#### What is needed:
Give the data again exactly, without its images.

#### Input data:
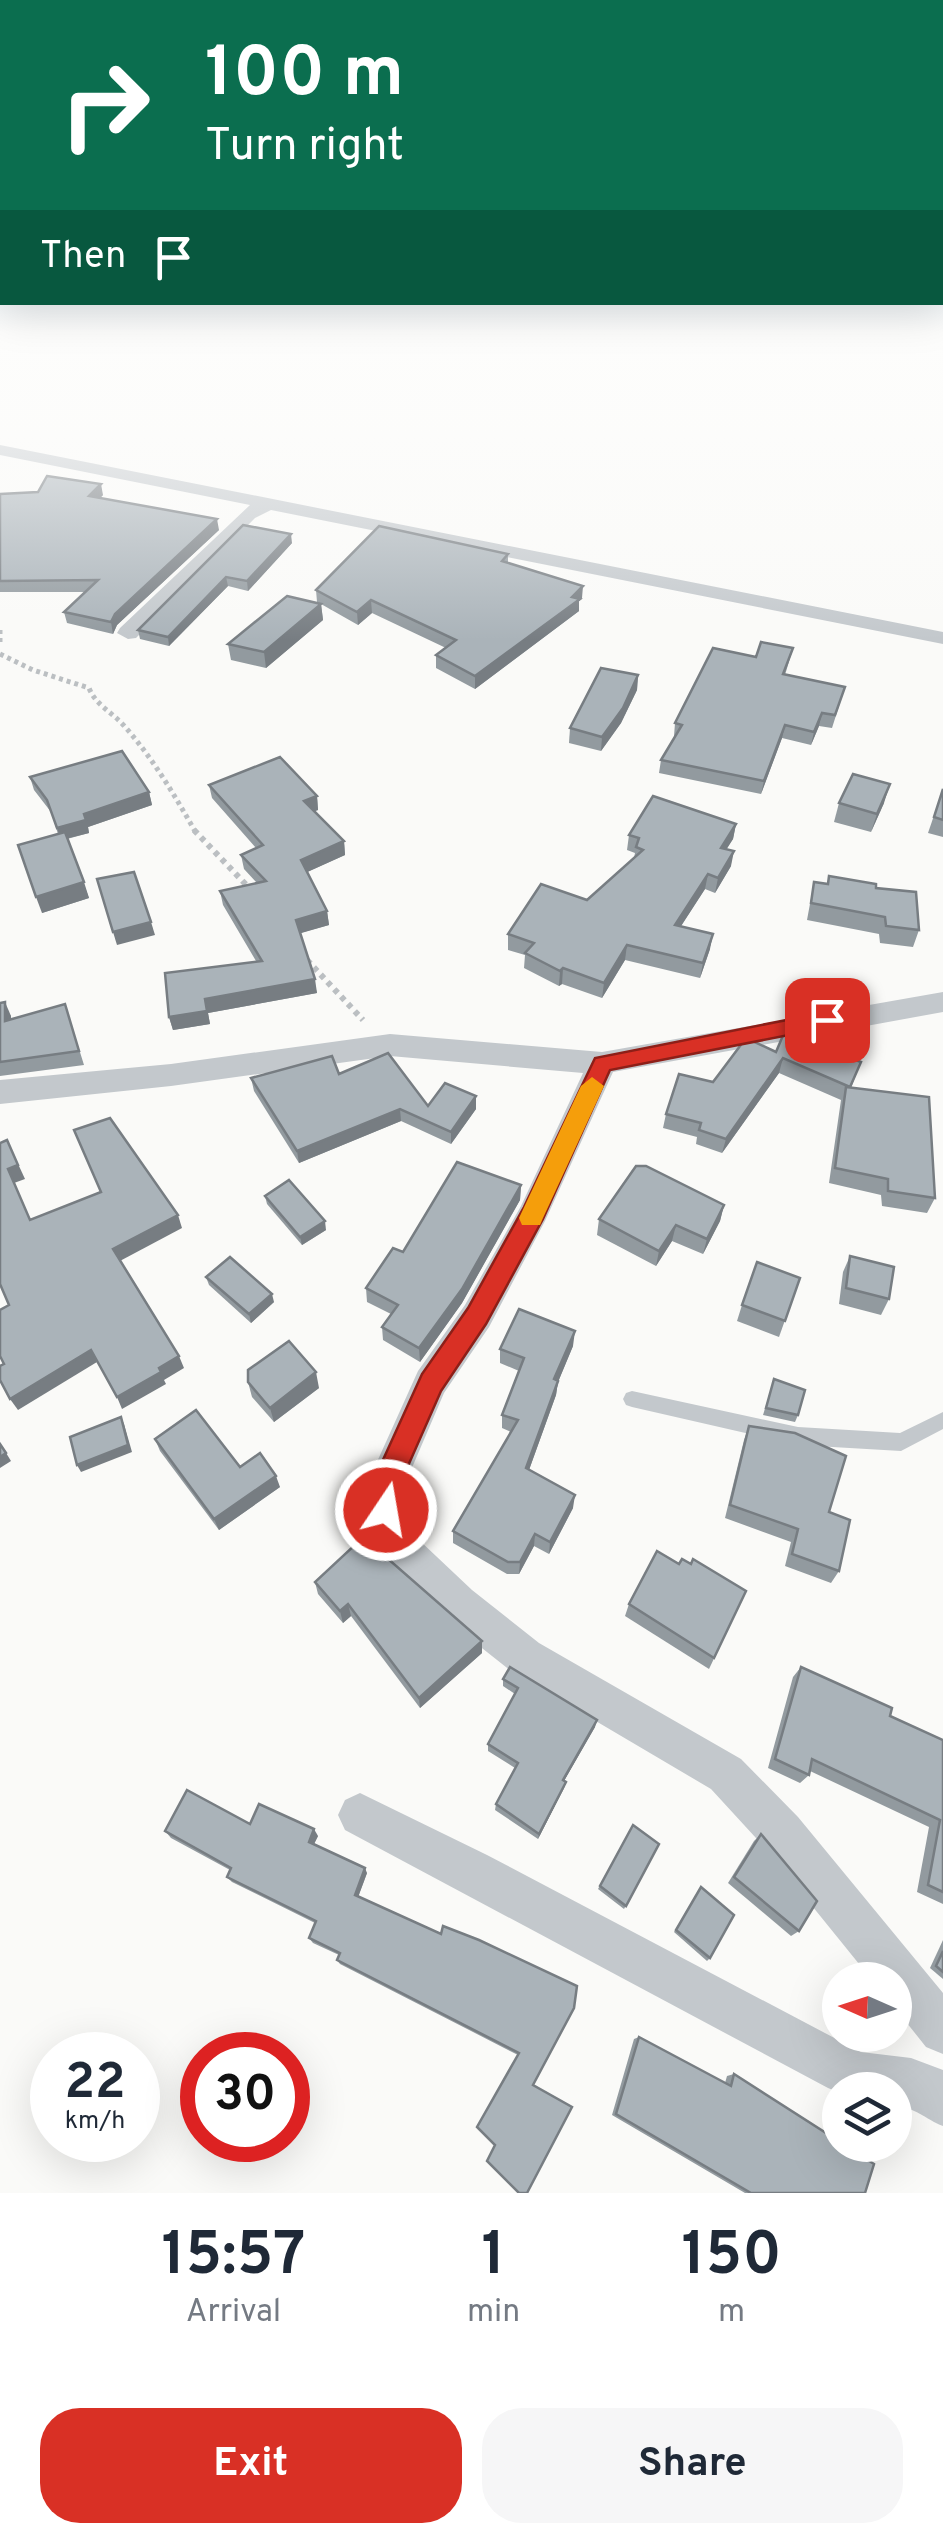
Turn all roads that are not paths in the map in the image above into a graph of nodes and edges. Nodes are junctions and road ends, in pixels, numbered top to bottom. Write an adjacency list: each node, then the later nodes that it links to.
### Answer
1 (0, 450): 2 (street)
2 (266, 505): 3 (street); 4 (street)
3 (128, 633)
4 (943, 638)
5 (943, 1002): 6 (street)
6 (602, 1064): 7 (street); 11 (street)
7 (0, 1092)
8 (632, 1399): 9 (lane)
9 (943, 1420)
10 (360, 1815): 12 (street)
11 (943, 2030)
12 (943, 2102)

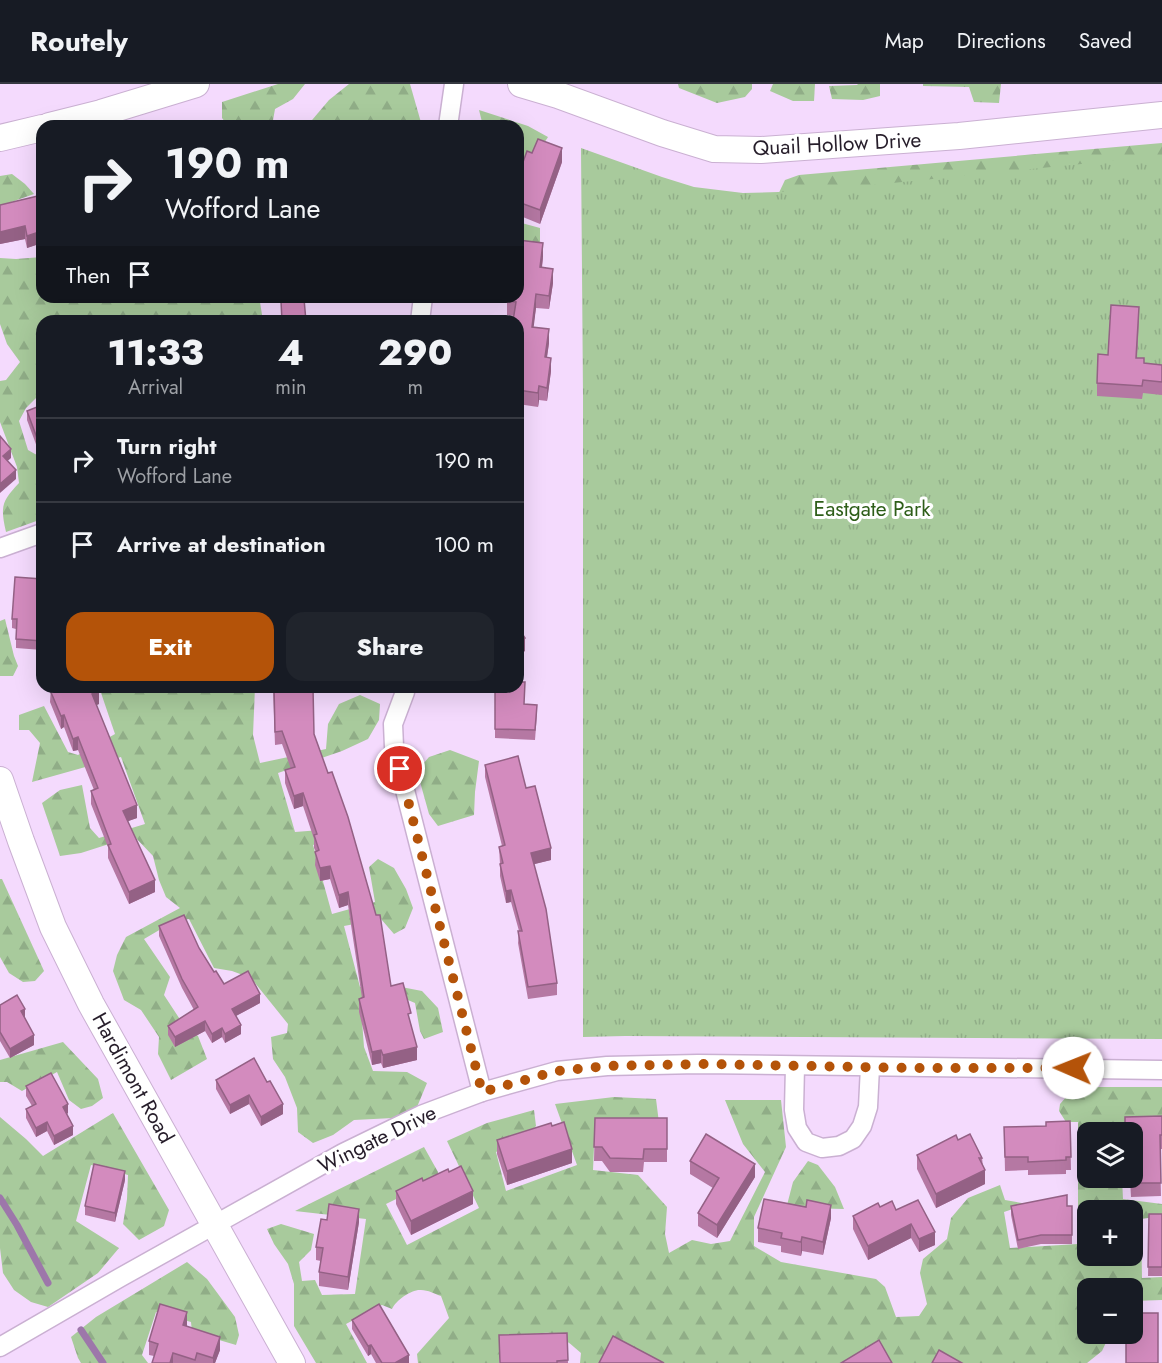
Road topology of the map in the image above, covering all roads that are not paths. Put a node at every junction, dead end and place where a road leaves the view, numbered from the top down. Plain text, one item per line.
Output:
1 (196, 84) edge
2 (454, 84) edge
3 (521, 84) edge
4 (1162, 115) edge
5 (71, 120) edge
6 (449, 120) edge
7 (36, 129) edge
8 (0, 138) edge
9 (36, 535) edge
10 (0, 548) edge
11 (405, 693) edge
12 (0, 780) edge
13 (795, 1066) junction
14 (870, 1067) junction
15 (1162, 1070) edge
16 (482, 1092) junction
17 (215, 1225) junction
18 (0, 1347) edge
19 (292, 1363) edge

1 - 5 street
2 - 6 street
3 - 4 street, Quail Hollow Drive
7 - 8 street
9 - 10 street
11 - 16 street
12 - 17 street, Hardimont Road
13 - 14 street, Wingate Drive
13 - 14 street
13 - 16 street, Wingate Drive
14 - 15 street, Wingate Drive
16 - 17 street, Wingate Drive
17 - 18 street, Wingate Drive
17 - 19 street, Hardimont Road

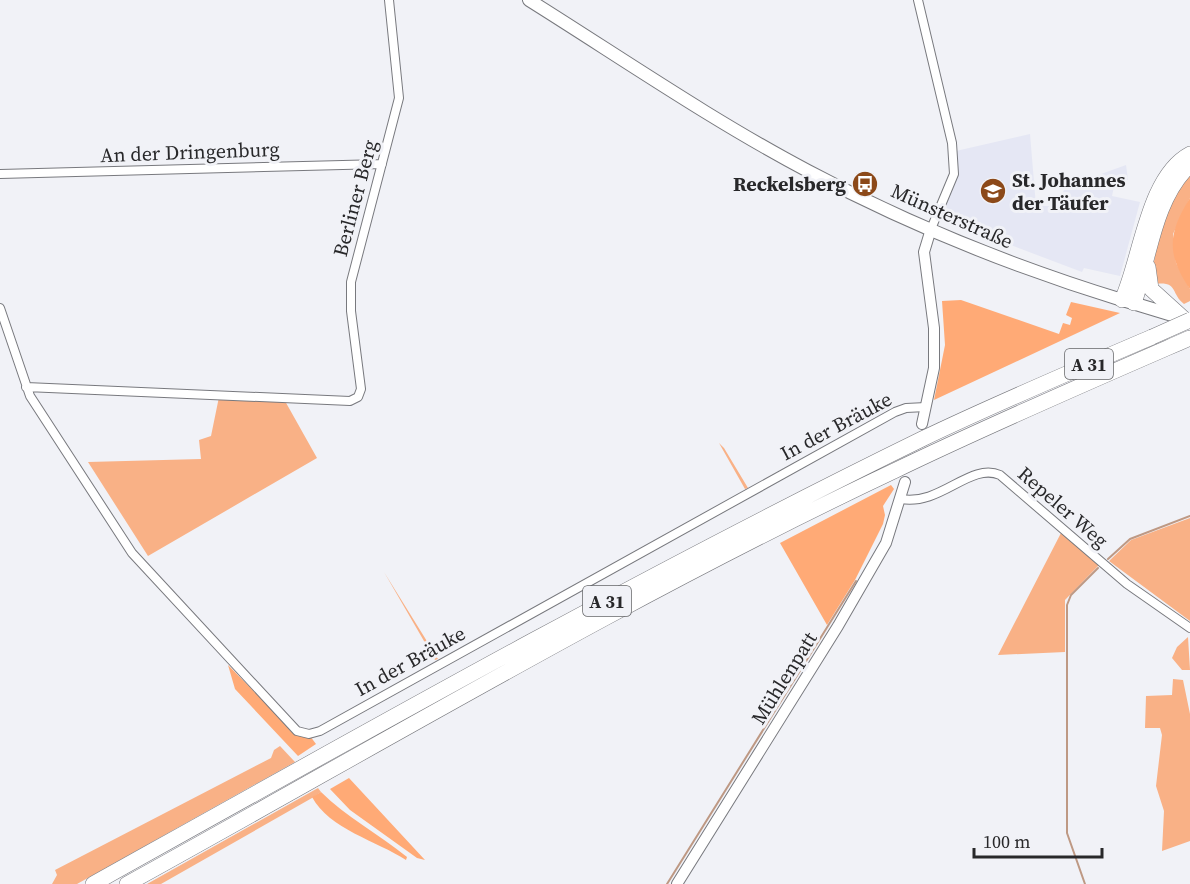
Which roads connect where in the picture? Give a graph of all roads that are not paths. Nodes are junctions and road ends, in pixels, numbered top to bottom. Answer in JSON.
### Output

#### Worked solution:
Turn all roads that are not paths in the map in the image above into a graph of nodes and edges. Nodes are junctions and road ends, in pixels, numbered top to bottom. Write an adjacency list: each node, then the later nodes that it links to.
### Answer
1 (0, 450): 2 (street)
2 (266, 505): 3 (street); 4 (street)
3 (128, 633)
4 (943, 638)
5 (943, 1002): 6 (street)
6 (602, 1064): 7 (street); 11 (street)
7 (0, 1092)
8 (632, 1399): 9 (lane)
9 (943, 1420)
10 (360, 1815): 12 (street)
11 (943, 2030)
12 (943, 2102)

Road topology of the map in the image above, covering all roads that are not paths. Put a node at every junction, dead end and place where a road leaves the view, numbered from the top down. Plain text, one item per line.
Output:
1 (196, 84) edge
2 (454, 84) edge
3 (521, 84) edge
4 (1162, 115) edge
5 (71, 120) edge
6 (449, 120) edge
7 (36, 129) edge
8 (0, 138) edge
9 (36, 535) edge
10 (0, 548) edge
11 (405, 693) edge
12 (0, 780) edge
13 (795, 1066) junction
14 (870, 1067) junction
15 (1162, 1070) edge
16 (482, 1092) junction
17 (215, 1225) junction
18 (0, 1347) edge
19 (292, 1363) edge

1 - 5 street
2 - 6 street
3 - 4 street, Quail Hollow Drive
7 - 8 street
9 - 10 street
11 - 16 street
12 - 17 street, Hardimont Road
13 - 14 street, Wingate Drive
13 - 14 street
13 - 16 street, Wingate Drive
14 - 15 street, Wingate Drive
16 - 17 street, Wingate Drive
17 - 18 street, Wingate Drive
17 - 19 street, Hardimont Road

Which roads connect where in the picture? Give a graph of all roads that are not paths. Nodes are junctions and road ends, in pixels, numbered top to bottom. Answer in JSON.
### Output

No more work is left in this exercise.